The show is basically a coming-of-age story; a memory play narrated by Daughter, a young African American woman (played with quiet dignity and grace by Kimberly Hebert Gregory) whose parents weren’t around for most of her life. Subsequently, she is raised by a group of unforgettable ladies who, through their various quirks and talents, help her on her way to becoming a woman—to becoming a fully rounded human being. These surrogate mothers are led by Big Momma, a strong, kind, Bible-carrying matriarch played with a flair matched only by her vulnerability by Johnnie Mae. Ms. Mae is a pillar of strength, wisdom, and joy, delivering her lines with ease and conviction. Daughter lives with Big Momma and Aunt Mae, Big Momma’s sister, who is a little less pious than Momma. Aunt Mae is the wilder of the two—passionate and fun. As Aunt Mae, Kimberly Q gives the character just the right blend of sexuality, humor, and fun.
But these are only two of the surrogate mothers. There’s also Miss Corine, a beehive-wearing, self-described “domestic engineer” who runs a side business by having a beauty parlor in her home.

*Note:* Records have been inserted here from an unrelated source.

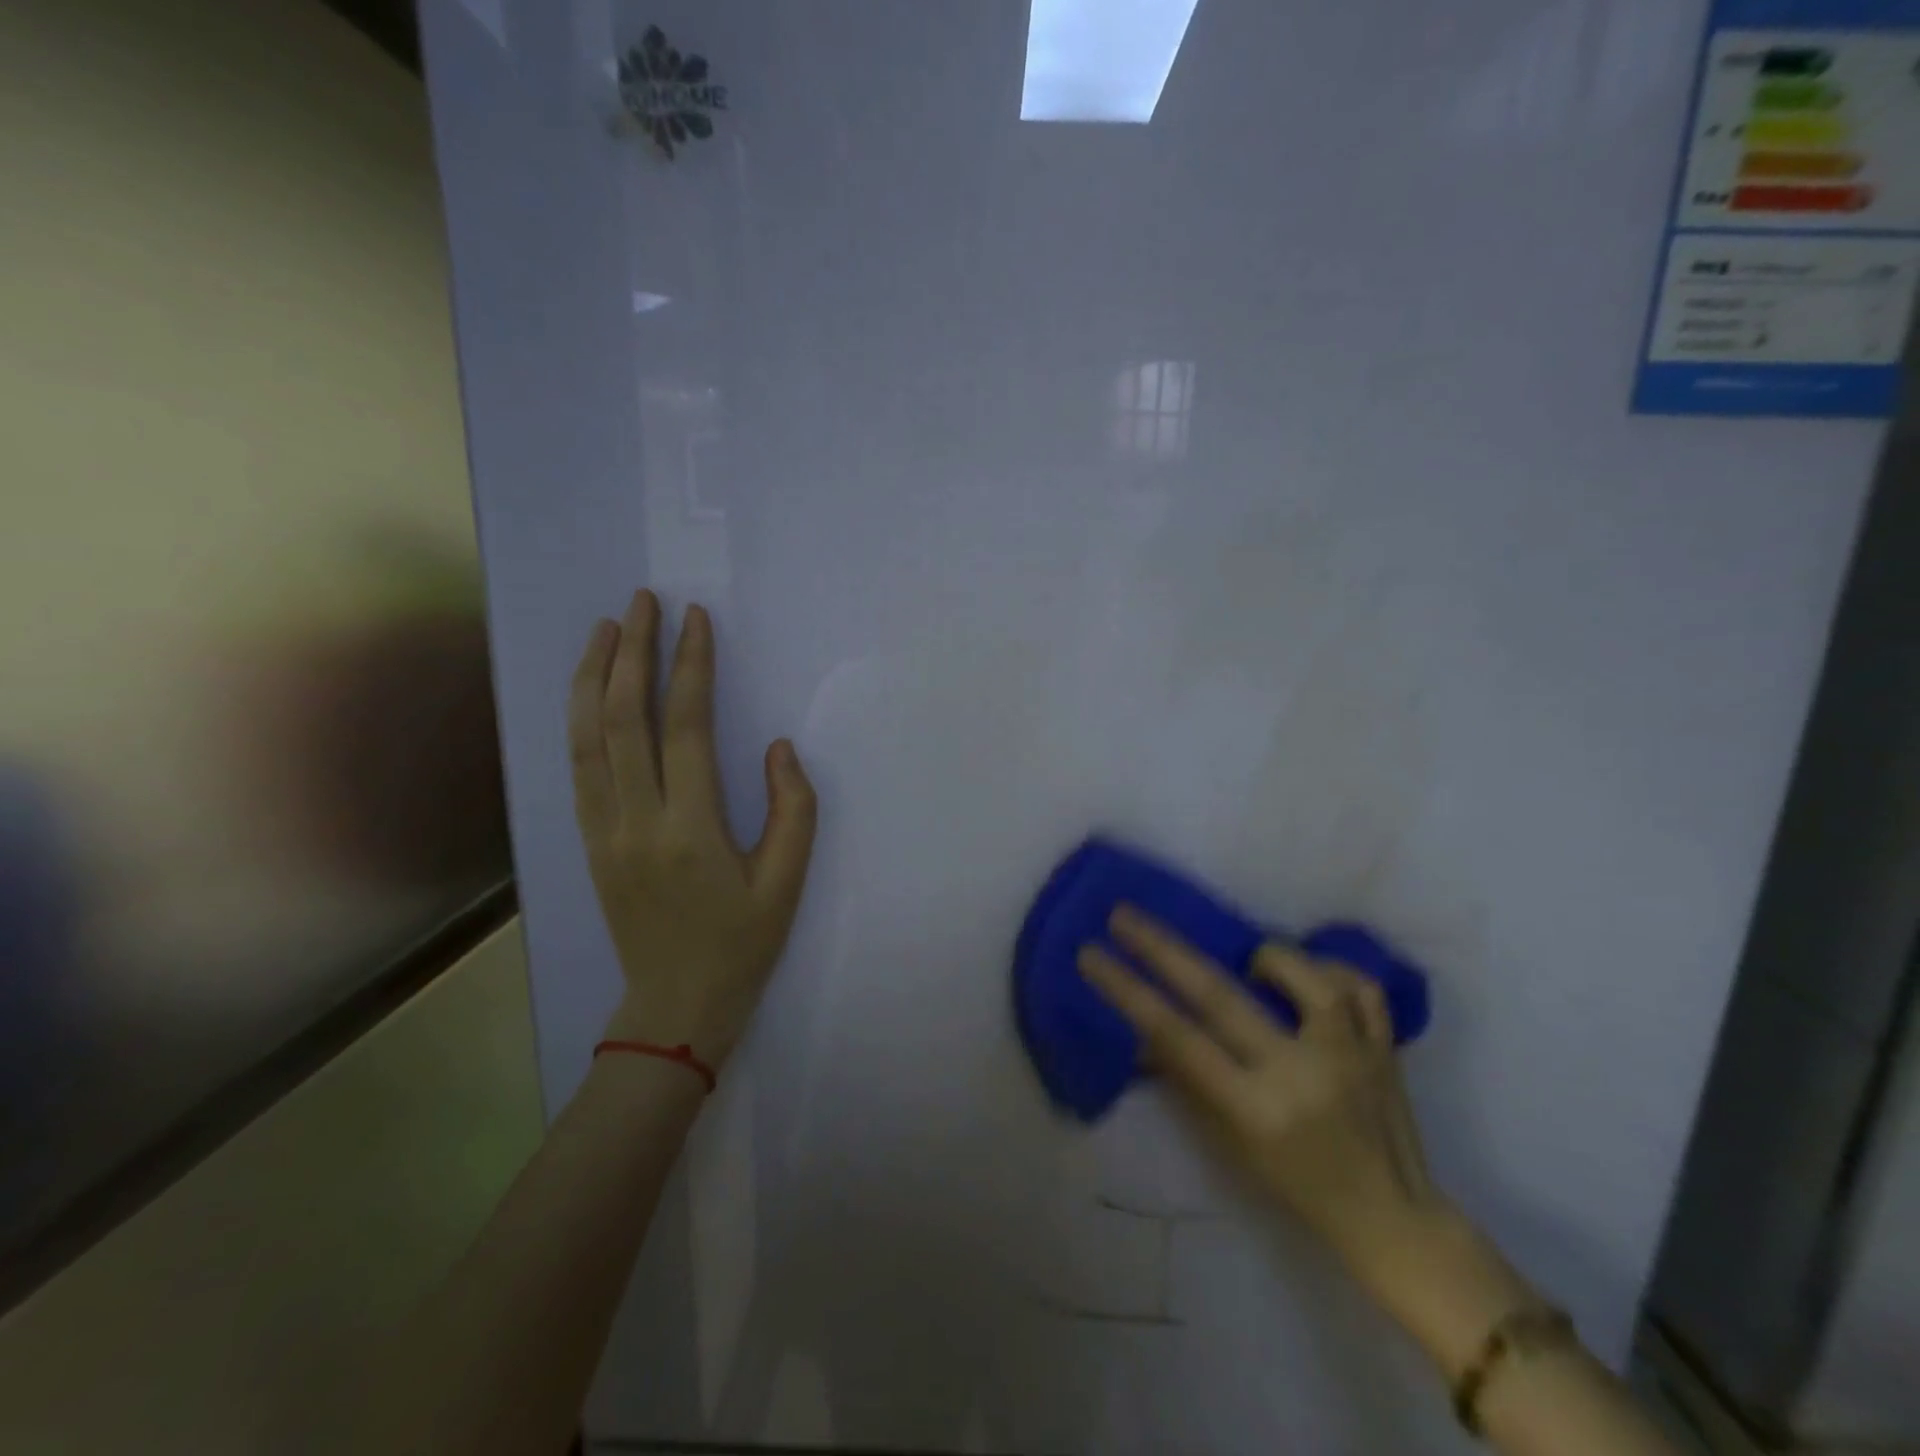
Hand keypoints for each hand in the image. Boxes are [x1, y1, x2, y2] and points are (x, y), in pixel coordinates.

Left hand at [569, 591, 816, 1066]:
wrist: (675, 1006)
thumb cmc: (741, 944)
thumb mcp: (786, 882)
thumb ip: (793, 810)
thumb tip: (778, 747)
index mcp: (691, 829)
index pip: (686, 728)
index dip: (690, 667)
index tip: (694, 619)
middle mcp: (636, 821)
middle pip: (624, 719)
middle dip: (632, 652)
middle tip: (643, 601)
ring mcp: (603, 831)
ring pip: (587, 738)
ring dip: (594, 676)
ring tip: (605, 628)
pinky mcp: (588, 842)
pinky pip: (578, 768)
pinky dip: (579, 719)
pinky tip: (589, 691)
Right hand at [1079, 907, 1456, 1292]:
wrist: (1393, 1220)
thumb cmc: (1297, 1188)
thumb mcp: (1231, 1146)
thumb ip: (1188, 1081)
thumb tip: (1144, 1031)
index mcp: (1257, 1108)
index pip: (1176, 1036)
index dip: (1128, 991)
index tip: (1091, 954)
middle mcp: (1301, 1072)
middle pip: (1219, 994)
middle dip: (1162, 949)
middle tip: (1123, 915)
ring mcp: (1351, 1054)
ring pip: (1304, 975)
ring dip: (1267, 958)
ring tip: (1251, 965)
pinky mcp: (1386, 1046)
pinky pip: (1359, 985)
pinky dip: (1331, 969)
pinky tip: (1311, 977)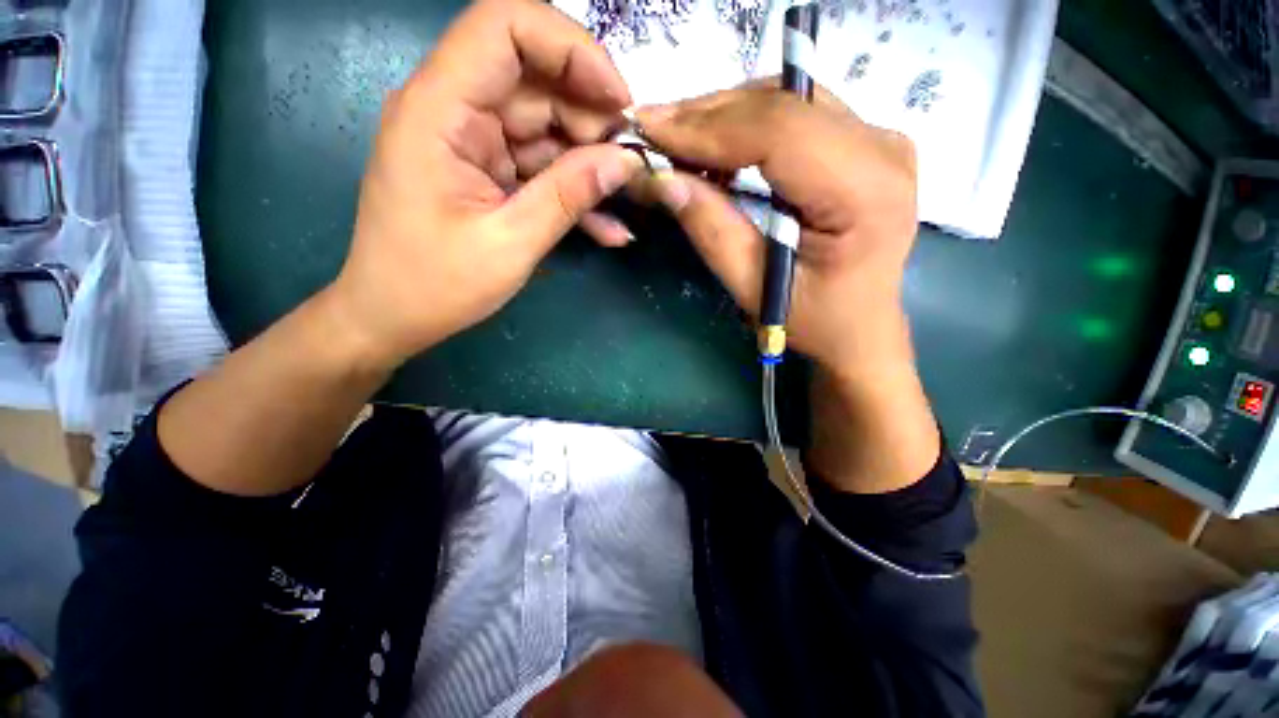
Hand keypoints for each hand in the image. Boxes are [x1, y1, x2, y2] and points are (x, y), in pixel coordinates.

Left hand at [326, 0, 644, 369]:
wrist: (393, 317)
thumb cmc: (436, 285)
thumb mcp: (511, 244)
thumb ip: (568, 196)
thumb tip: (625, 161)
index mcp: (439, 109)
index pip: (505, 26)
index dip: (571, 48)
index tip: (619, 100)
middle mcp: (453, 109)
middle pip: (535, 79)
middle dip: (590, 118)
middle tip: (627, 167)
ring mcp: (472, 142)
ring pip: (545, 126)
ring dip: (589, 162)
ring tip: (623, 201)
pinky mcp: (487, 171)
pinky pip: (539, 166)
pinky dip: (573, 191)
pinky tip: (607, 228)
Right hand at [635, 84, 917, 374]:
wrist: (859, 327)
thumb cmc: (811, 320)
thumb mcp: (753, 286)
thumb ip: (711, 230)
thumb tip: (664, 179)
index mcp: (865, 191)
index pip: (778, 132)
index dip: (708, 128)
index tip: (651, 130)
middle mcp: (883, 149)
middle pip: (783, 104)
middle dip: (708, 115)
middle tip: (653, 128)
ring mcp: (880, 138)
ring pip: (788, 98)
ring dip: (725, 115)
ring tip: (678, 137)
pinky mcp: (866, 142)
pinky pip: (798, 112)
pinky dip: (748, 122)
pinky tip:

Nysheva-Starr captures the absurdity and glory of Miss Corine easily. In a role that could be over the top, she seems natural.
Almost all of the women in the play are maids, and all of them are African American and living in the South—and there is an underlying, never-spoken bond running through all of them that is palpable. My favorite character is Miss Lamama, who is played to comic perfection by Phynjuar. This is a wonderfully written character given a wonderful performance. Erika Myers plays several roles—a little brat of a girl; a fallen woman trying to make good; and the octogenarian Miss Rosa. Myers gives each role such focus and precision that you forget that they are played by the same woman. Donisha Brown is equally flexible, playing three characters herself. Rounding out the cast as the long lost mother of Daughter is Renee Threatte, who dances across the stage like a nimble ghost. There isn’t a weak link in this ensemble.
The direction is tight, bringing in the play in less than two hours. The staging is clever, but not too clever—it never gets in the way of the story, but rather enhances it. The design is simple, more evocative than literal.
One of the remarkable things about this show is that, in being so specific about its characters, it led me to think of all the different teachers and surrogate parents I’ve had in my life who helped me become who I am. I bet you will do some fond reminiscing yourself after you see this fine production.